Excerpt:
The Constitution’s Sixth Amendment guarantees the right to a speedy and public trial to all individuals accused in a criminal prosecution. But that right is infrequently exercised in the modern American justice system. In most jurisdictions, at both the federal and state levels, few criminal defendants go to trial. The vast majority of cases are settled without trial largely thanks to the widespread use of plea bargaining.
When a defendant agrees to a plea bargain, they enter a guilty plea in exchange for prosecutorial concessions, such as lesser charges or a reduced sentence.
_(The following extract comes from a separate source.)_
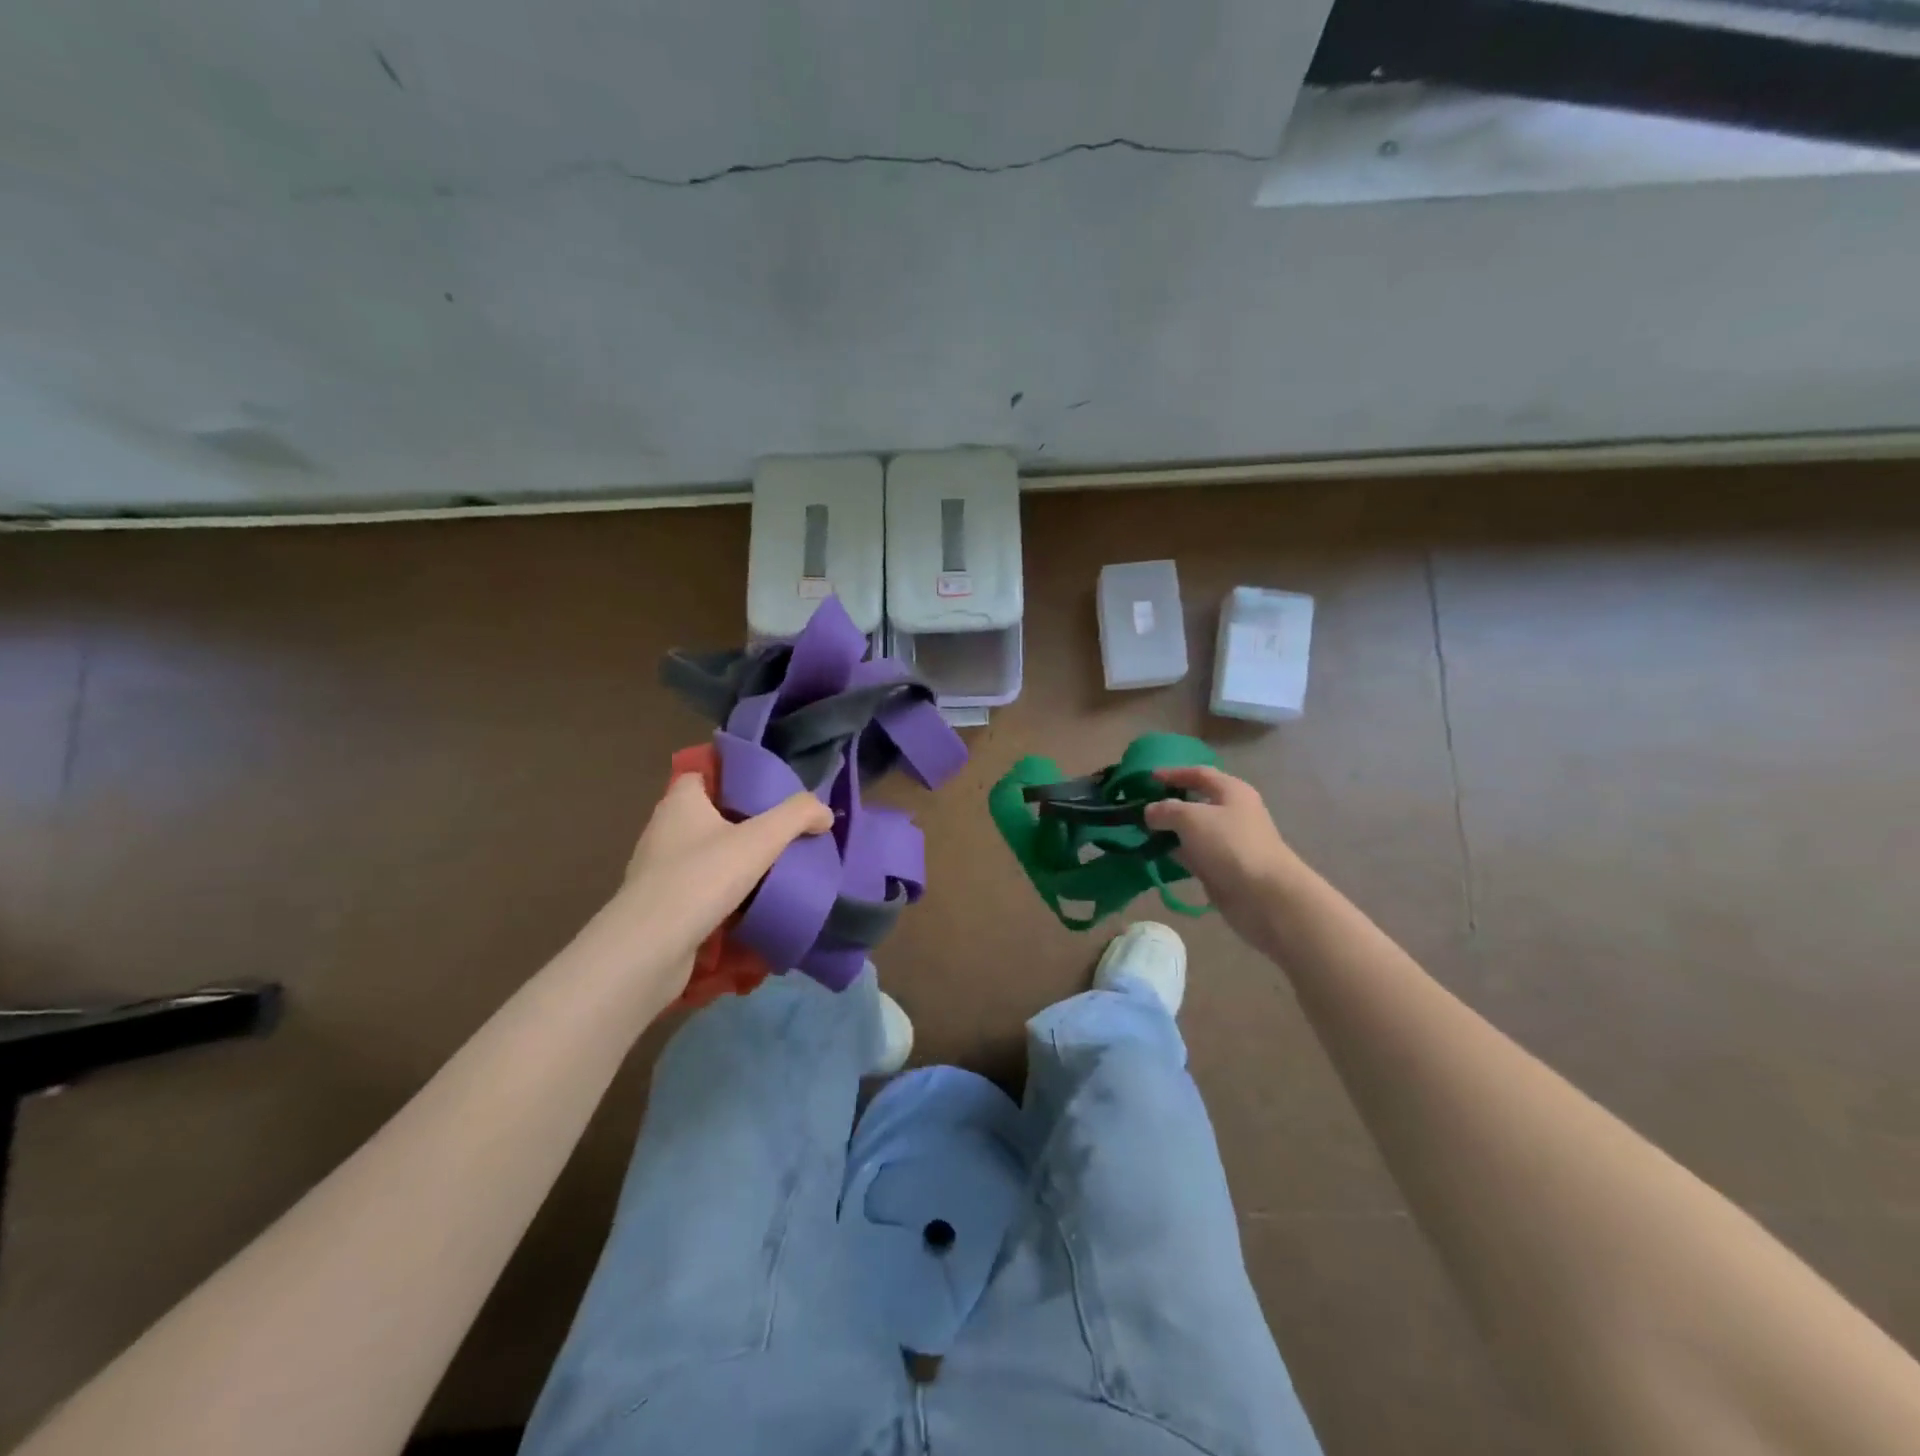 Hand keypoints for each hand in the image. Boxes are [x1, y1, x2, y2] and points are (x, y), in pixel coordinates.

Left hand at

There are several different types of plea bargain. One of the most commonly used is charge bargaining, where a defendant agrees to plead guilty to a lesser charge, often carrying either a lower maximum sentence or lacking a mandatory minimum sentence, than the one with which they were originally charged or presented. Charge bargaining can also involve a defendant agreeing to plead guilty to one or more of the original charges, with the prosecutor agreeing to drop the rest.
Another type of plea bargain is a sentence bargain, where the defendant pleads guilty with the agreement that either the prosecutor will recommend or the judge will impose a lower sentence or sentencing range. Plea bargains can also involve fact bargaining, where the prosecutor and defendant negotiate over the facts that will serve as the basis for a charge.
It’s a practice that has both supporters—who argue that reduced sentences benefit defendants and help streamline the justice system—and detractors—who argue the practice is coercive, enables corrupt prosecutorial behavior, and erodes the right to trial.